Insofar as the emerging digital culture entails a shift from the repressive form to constitutive and seductive forms of power, it persists in practices that make the forensic image of personhood more and less plausible. Repressive power needs practices informed by the forensic image because it needs to identify actors, hold them accountable, and inflict disciplinary action on them in order to change their decisions. It needs the imagination a consciously deciding self, accountable for its actions and in control thereof. Repressive power and external means of discipline make it plausible for the individual human to imagine her- or himself as person accountable of the actions he or she has consciously decided to perform. These practices inscribe the forensic image into the social imaginary.
Contrariwise, constitutive and seductive power need and undermine the imagination, the individual would »own« its actions. They do not confront the individual’s imagined agency and sovereignty. Rather, they undermine it by working thru quasi-voluntary action. They do not address the conscious decision but undermine it. In the perspective of the participant of the practice, this corrosion of the basis for a forensic image of personal agency often remains under the surface but also pops up into consciousness of the participants. Particularly in case of the constitutive power, making its effects conscious does not necessarily liberate from its power: Even if somebody knows very well about the protocols of a certain social network and disagrees with them, being part of this very network might be his only way to maintain the business relations to his customers. What i was conscious of as my actions, are not really my actions, but something I was nudged into. To put in the metaphor: the mask erodes; the consciousness behind it is accessible to manipulation. If the forensic image of conscious agency is maintained here, it serves to conceal who really is in power: not the consciously acting person but the manipulator behind the architecture of the platform.
Paradoxically, such manipulative undermining of accountability is in need of the forensic image it strips of its function to make accountable. To put it in an example: the algorithms and protocols of a social network seduce users to reveal more and more information about themselves independent of their conscious decisions.
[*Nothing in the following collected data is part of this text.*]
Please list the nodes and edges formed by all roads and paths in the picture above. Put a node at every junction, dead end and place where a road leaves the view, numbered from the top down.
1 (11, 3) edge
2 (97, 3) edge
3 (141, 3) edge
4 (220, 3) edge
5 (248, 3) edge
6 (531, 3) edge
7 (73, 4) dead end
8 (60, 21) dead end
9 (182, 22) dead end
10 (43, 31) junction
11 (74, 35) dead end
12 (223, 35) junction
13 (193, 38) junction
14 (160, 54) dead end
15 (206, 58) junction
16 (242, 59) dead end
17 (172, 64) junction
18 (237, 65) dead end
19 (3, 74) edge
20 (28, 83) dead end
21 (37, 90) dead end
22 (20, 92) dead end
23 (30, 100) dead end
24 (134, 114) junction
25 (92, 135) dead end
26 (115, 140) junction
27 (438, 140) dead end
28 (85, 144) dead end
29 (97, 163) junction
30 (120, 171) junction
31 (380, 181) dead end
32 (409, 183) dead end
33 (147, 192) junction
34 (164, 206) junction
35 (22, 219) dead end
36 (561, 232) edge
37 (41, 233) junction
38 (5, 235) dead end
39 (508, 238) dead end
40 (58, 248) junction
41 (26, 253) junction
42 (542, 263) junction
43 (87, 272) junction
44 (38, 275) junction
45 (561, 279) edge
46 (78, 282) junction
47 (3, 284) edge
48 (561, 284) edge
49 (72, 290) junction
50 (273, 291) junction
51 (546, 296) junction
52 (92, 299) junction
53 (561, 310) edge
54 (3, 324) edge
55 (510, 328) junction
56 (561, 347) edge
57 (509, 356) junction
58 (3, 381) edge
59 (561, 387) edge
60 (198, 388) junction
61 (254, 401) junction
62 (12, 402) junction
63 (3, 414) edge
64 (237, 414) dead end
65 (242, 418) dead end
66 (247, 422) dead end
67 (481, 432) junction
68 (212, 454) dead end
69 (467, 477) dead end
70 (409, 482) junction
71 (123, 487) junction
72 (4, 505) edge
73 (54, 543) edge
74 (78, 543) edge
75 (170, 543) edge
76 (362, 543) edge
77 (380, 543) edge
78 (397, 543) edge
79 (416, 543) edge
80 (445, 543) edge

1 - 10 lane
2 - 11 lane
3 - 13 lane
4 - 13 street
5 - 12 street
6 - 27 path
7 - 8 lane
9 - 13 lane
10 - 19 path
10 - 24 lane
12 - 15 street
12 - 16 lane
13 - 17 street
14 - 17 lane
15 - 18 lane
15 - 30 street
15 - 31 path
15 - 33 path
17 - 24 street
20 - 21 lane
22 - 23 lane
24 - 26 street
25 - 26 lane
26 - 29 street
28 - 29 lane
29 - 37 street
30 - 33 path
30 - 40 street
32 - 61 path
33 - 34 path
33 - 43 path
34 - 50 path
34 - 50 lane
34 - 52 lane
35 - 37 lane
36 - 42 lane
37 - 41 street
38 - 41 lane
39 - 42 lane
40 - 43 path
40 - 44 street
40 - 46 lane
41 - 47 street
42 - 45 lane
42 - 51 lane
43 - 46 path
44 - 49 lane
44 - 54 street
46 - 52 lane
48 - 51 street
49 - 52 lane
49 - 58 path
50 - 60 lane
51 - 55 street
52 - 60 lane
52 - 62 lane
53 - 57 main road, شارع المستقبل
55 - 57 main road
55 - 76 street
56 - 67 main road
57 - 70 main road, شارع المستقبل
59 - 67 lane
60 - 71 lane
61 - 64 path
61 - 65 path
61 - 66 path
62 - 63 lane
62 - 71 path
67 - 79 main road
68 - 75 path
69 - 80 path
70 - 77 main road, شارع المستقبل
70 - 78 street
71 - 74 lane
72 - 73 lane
In the horizon of the forensic imagination, the seduced conscious actors will seem to be responsible—as opposed to the seducer. The manipulation of such constitutive and seductive power works with the forensic image: Without the imagination of the self as accountable and conscious decider, all this information would not be needed to manipulate that very decision. What is undermined is the condition for imagining oneself and others as the actor of one’s own actions. Insofar as this imagination has an emancipative and empowering effect, seductive and constitutive powers work corrosive of such empowerment. To put in an example: Manipulating voter’s decision presupposes an imagination of the conscious voter who makes a free decision while simultaneously undermining this imagination by successfully manipulating the voter.
The culture of digitalism also entails practices that make a new and extensive use of the forensic image and perpetuate it thereby. For example, Kristy Hess and Lisa Waller have written about the »intensified role of the media in shaming ‘ordinary' people when they commit minor offences« in the digital age. The practice of the »digital pillory« as they call it, rest on the forensic image of personal accountability and perpetuates it.
4 Imaginaries II: The Responsorial Image of Personhood
As Locke’s writings already made visible, the forensic imagination of personhood is in itself also part of Christian traditions. At least in one simple version, the idea of punishment for evildoers and rewards for the faithful on Judgment Day presupposes and perpetuates the forensic image of personhood as conscious agency. Teachings of justification by faith alone as well as confutations of human free will challenge such narratives and their images. This hints towards another type of imaging personhood and human agency in Christian tradition that we can call responsorial imagination of personhood. I will interpret some of Dietrich Bonhoeffers writings as theological exemplification of this type in order to make the point that imaginations of responsorial personhood make better sense in and of practices in digital cultures.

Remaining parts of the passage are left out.